En ambos sectores se encuentra la presencia de ONGs que han estado atendiendo el asunto del trabajo infantil. En Las Lomas de Carabayllo existen muchas ONGs, las más importantes son CESIP y Proceso Social. Su formato de intervención más importante es la del taller. Este componente ha sido ofrecido a los niños, niñas, adolescentes y padres para estimular el desarrollo personal; han trabajado la relaciones padre-hijo/a, los valores y la auto-estima.
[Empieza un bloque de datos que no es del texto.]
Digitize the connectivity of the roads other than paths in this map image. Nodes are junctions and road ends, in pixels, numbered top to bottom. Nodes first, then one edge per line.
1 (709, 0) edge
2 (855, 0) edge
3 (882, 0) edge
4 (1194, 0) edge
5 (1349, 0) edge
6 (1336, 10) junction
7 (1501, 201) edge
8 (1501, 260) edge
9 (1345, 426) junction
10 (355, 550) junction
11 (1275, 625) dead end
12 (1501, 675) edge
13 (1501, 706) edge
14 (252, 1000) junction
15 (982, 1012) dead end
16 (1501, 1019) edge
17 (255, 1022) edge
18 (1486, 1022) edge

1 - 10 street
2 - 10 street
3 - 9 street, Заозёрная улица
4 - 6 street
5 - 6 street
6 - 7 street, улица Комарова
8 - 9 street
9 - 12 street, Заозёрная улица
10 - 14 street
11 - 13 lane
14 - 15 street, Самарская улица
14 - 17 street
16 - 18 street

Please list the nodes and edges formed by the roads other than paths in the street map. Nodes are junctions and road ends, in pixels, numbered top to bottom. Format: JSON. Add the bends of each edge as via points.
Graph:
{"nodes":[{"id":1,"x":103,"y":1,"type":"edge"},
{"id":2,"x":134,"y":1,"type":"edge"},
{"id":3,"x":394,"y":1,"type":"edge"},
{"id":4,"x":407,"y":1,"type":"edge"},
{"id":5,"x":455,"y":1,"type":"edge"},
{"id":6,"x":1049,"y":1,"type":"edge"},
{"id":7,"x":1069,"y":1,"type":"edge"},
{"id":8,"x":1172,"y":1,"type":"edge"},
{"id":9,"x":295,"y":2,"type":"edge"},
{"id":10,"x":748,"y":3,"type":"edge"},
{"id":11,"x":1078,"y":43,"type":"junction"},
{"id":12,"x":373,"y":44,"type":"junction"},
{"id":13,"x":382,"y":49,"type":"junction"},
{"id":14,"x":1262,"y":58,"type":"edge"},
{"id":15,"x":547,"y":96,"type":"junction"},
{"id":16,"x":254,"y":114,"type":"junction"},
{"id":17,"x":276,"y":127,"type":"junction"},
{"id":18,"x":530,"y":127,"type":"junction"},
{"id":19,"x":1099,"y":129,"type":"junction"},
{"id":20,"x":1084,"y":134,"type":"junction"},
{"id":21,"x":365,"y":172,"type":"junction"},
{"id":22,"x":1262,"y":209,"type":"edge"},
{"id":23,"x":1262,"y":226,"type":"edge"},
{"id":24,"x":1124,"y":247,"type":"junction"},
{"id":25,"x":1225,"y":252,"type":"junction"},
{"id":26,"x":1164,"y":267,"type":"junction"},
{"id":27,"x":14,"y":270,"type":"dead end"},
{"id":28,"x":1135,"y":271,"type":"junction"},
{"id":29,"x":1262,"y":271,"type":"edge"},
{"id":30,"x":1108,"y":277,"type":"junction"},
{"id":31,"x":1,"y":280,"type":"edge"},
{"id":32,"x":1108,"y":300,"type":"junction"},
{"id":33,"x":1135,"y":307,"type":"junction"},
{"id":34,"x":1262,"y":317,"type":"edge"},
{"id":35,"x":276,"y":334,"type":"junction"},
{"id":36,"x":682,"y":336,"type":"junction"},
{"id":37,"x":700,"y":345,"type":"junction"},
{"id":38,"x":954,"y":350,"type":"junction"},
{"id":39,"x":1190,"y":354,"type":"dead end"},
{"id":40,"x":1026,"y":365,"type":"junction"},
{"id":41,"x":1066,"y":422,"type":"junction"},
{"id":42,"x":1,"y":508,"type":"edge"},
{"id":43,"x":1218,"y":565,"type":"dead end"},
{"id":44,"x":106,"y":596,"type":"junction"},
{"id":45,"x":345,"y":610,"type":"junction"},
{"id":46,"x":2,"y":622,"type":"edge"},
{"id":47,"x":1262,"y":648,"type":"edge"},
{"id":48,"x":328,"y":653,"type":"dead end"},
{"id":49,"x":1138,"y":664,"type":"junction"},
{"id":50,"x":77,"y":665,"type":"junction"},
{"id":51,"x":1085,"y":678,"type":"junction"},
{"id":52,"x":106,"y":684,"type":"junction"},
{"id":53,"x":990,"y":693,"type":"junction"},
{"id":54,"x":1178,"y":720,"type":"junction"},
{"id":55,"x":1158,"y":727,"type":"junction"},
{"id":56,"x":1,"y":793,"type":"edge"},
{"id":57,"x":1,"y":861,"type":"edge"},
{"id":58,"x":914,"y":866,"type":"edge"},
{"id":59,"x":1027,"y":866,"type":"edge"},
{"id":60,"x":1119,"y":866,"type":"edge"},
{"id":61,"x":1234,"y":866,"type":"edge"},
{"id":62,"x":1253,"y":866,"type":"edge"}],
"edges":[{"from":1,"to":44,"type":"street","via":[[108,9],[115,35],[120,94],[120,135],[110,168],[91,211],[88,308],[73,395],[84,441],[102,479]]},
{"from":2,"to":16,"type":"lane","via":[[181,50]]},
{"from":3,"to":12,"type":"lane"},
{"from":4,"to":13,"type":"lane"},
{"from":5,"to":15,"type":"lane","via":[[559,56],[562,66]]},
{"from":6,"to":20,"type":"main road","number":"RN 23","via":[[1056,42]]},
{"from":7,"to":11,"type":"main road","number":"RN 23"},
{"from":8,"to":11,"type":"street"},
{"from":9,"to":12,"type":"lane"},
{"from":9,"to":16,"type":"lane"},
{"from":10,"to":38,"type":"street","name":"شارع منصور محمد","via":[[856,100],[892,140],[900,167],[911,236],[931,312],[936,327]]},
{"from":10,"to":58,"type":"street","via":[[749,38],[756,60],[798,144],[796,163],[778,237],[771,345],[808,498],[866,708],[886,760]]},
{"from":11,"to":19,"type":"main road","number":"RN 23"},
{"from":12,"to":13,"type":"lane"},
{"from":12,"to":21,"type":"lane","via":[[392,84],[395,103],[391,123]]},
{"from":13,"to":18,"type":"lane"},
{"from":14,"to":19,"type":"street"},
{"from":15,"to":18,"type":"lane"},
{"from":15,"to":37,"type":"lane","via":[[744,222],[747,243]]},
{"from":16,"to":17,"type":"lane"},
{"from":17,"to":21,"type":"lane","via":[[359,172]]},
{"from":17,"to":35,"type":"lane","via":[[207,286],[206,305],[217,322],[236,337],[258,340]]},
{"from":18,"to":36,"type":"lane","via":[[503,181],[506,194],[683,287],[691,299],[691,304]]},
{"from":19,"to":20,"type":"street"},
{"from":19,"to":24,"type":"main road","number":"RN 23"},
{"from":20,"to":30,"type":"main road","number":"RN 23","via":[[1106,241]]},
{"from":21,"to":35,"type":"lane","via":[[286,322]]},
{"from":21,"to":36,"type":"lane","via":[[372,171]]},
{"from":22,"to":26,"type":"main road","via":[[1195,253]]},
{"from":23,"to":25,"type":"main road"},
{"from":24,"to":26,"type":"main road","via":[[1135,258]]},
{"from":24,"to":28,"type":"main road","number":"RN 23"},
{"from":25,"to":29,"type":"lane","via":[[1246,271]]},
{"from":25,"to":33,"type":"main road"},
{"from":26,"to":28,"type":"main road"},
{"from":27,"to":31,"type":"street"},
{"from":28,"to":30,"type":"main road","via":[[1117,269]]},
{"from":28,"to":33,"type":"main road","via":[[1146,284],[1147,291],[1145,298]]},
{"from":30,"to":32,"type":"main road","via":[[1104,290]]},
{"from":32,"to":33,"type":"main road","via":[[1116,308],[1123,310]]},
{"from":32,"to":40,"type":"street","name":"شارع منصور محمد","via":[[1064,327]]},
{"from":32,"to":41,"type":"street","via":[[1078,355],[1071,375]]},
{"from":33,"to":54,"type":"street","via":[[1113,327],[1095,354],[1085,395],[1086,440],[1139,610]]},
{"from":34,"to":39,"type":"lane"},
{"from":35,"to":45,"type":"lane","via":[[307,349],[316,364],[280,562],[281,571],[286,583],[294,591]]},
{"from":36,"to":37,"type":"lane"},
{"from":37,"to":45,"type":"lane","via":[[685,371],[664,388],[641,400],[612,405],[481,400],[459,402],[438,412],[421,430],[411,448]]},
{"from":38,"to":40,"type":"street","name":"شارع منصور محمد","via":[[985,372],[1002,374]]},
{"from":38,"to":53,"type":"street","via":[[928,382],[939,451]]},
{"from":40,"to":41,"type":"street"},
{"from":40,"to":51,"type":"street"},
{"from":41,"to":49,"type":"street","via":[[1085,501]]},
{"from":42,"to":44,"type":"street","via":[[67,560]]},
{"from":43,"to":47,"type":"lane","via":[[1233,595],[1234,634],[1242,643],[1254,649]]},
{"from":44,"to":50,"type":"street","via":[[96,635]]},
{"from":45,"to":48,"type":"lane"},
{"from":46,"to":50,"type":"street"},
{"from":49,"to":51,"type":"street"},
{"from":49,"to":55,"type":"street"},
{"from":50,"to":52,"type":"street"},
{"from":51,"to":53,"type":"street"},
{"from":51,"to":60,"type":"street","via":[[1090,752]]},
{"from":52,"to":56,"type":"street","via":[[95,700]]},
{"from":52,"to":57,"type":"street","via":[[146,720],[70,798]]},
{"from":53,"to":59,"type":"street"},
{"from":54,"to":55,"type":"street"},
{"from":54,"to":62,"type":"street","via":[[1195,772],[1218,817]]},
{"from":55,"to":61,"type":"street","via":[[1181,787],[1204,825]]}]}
Las ONGs también ofrecieron ayuda económica para efectos de reducir el trabajo infantil. Un grupo selecto de adolescentes recibieron esta ayuda en la forma de becas. Igualmente algunos padres recibieron ayuda para montar un negocio por medio de un sistema de microcréditos. Estas estrategias aparentemente fueron exitosas en la eliminación del trabajo infantil.

Los padres luego de levantar exitosamente sus negocias fueron capaces y entendieron la importancia de dejar a sus hijos e hijas  en la casa. Los adolescentes que trabajaban para ahorrar dinero pudieron dejar de trabajar. No obstante, solo un porcentaje pequeño de la población logró cambiar. Niños y niñas trabajadores en situaciones extremas son difíciles de ayudar porque carecen del apoyo de sus padres, o sus padres no fueron capaces de lograr un cambio significativo.